Australia’s Anglican bishops have blocked an attempt to affirm the church’s definition of marriage as between a man and a woman in a shock vote.
The church’s General Synod, the national assembly of Anglican clergy, was on earlier this week.
At the Synod, the conservative Sydney diocese brought on a vote on a statement to affirm the church’s traditional position on marriage – a man and a woman only – and declare blessings of civil same-sex marriages within the church as “contrary to the teaching of Christ”.
However in November 2020, the Appellate Tribunal, the church’s highest court, disagreed in a ruling and permitted the blessings of same-sex marriages in Anglican churches.
This week’s vote at the General Synod easily passed through the houses of clergy and laity (unordained delegates).
However the Anglican bishops voted against the statement by 12 votes to 10. It needed to pass through all three houses to be successful.
Bishop of Tasmania Richard Condie explained as the result was announced, “many people were visibly shocked.”
“There were tears and confusion in the room. Synod business was adjourned to allow people to process the decision,” he said in a statement.
“Twelve bishops failing to uphold this church’s view of marriage – repeatedly affirmed by the General Synod – is deeply lamentable.
“A number of the orthodox bishops are concerned about the implications for our common life and work in the days ahead.”
Gay couple allegedly told to ‘end marriage and live as friends’
Progressive Anglicans want the church blessings for gay Anglicans who wed. They argue for the church to deny them leaves the church out of step of mainstream culture.
One Melbourne vicar told the Synod it was “deeply painful” for him to tell gay siblings “the church I serve doesn’t recognise the blessing of God in their relationships”.
But conservatives, particularly the Sydney Anglican diocese, strongly oppose both same-sex marriage and blessing the marriages in the church.

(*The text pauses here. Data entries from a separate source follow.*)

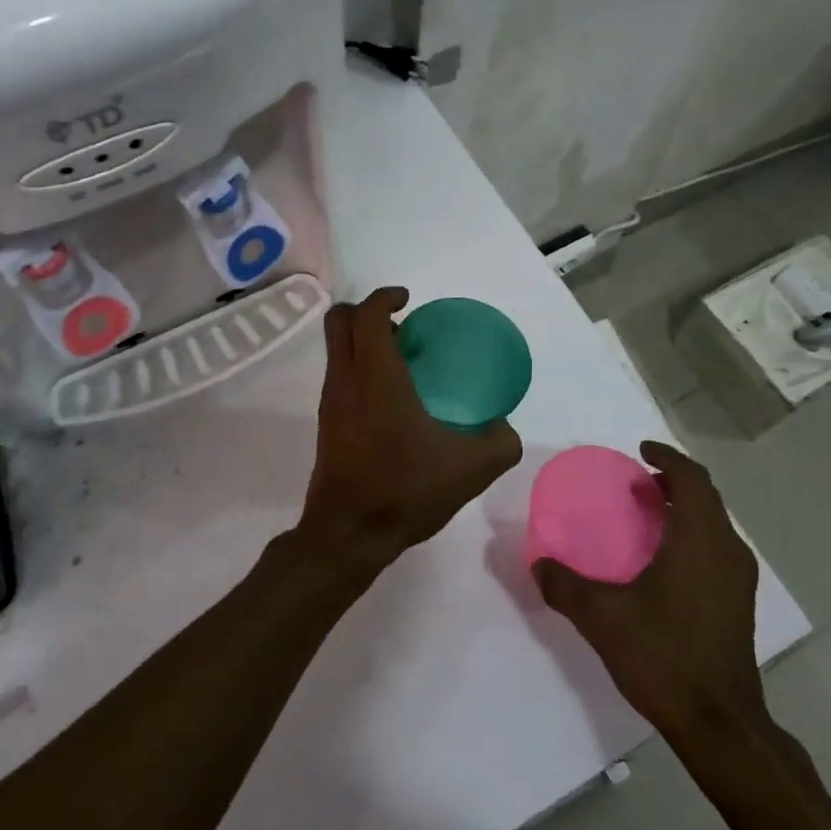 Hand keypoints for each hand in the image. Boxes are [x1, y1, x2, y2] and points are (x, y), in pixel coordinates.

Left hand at [298, 287, 521, 573]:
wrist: (349, 533)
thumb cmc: (405, 489)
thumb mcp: (470, 468)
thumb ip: (499, 442)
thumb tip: (504, 428)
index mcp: (375, 375)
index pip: (367, 314)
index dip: (384, 296)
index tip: (408, 300)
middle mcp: (345, 379)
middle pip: (339, 322)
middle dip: (366, 311)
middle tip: (402, 326)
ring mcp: (331, 402)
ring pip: (337, 350)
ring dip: (363, 342)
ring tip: (403, 363)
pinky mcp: (327, 424)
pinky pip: (340, 377)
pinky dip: (360, 369)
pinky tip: (393, 401)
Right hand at [533, 441, 765, 737]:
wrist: (720, 724)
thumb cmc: (663, 657)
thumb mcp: (601, 617)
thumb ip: (564, 585)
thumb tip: (537, 563)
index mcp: (699, 540)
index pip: (692, 479)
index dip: (668, 457)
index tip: (640, 451)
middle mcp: (726, 550)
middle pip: (706, 497)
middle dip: (672, 481)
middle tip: (636, 483)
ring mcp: (738, 579)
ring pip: (713, 524)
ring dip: (683, 509)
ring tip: (646, 514)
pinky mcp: (738, 602)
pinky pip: (716, 547)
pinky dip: (691, 535)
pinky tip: (662, 560)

In one regional New South Wales Anglican Church, a married gay man was allegedly driven out of his job and told to “end his marriage” and live with his husband “as friends”.
A third of that congregation left in outrage at the time. Earlier this year the man lodged a complaint with the NSW Anti-Discrimination Board.
Anglican Archbishop says vote could splinter church
At the General Synod this week, Sydney Archbishop Kanishka Raffel (pictured above) said the contentious same-sex marriage vote could splinter the church.
He said the statement was “unremarkable” and its failure to pass signalled something was “fundamentally awry”.
He said the bishops’ vote puts the church in a “perilous position”. It’s the same “tipping point” that splintered Anglican churches in the US, Britain, Canada, Brazil and New Zealand, he said.
“Over the last 20 years or so… people have lost confidence in the goodness and trustworthiness of God’s word as expressed in Anglican liturgy and practice for 500 years,” he said.
“Those churches have fractured. We don’t want that. But we know what has happened in many countries.”
Meanwhile, Anglican school principals are angry at the Sydney Anglican diocese for requiring principals and others to sign a document affirming their belief that marriage is between a man and a woman.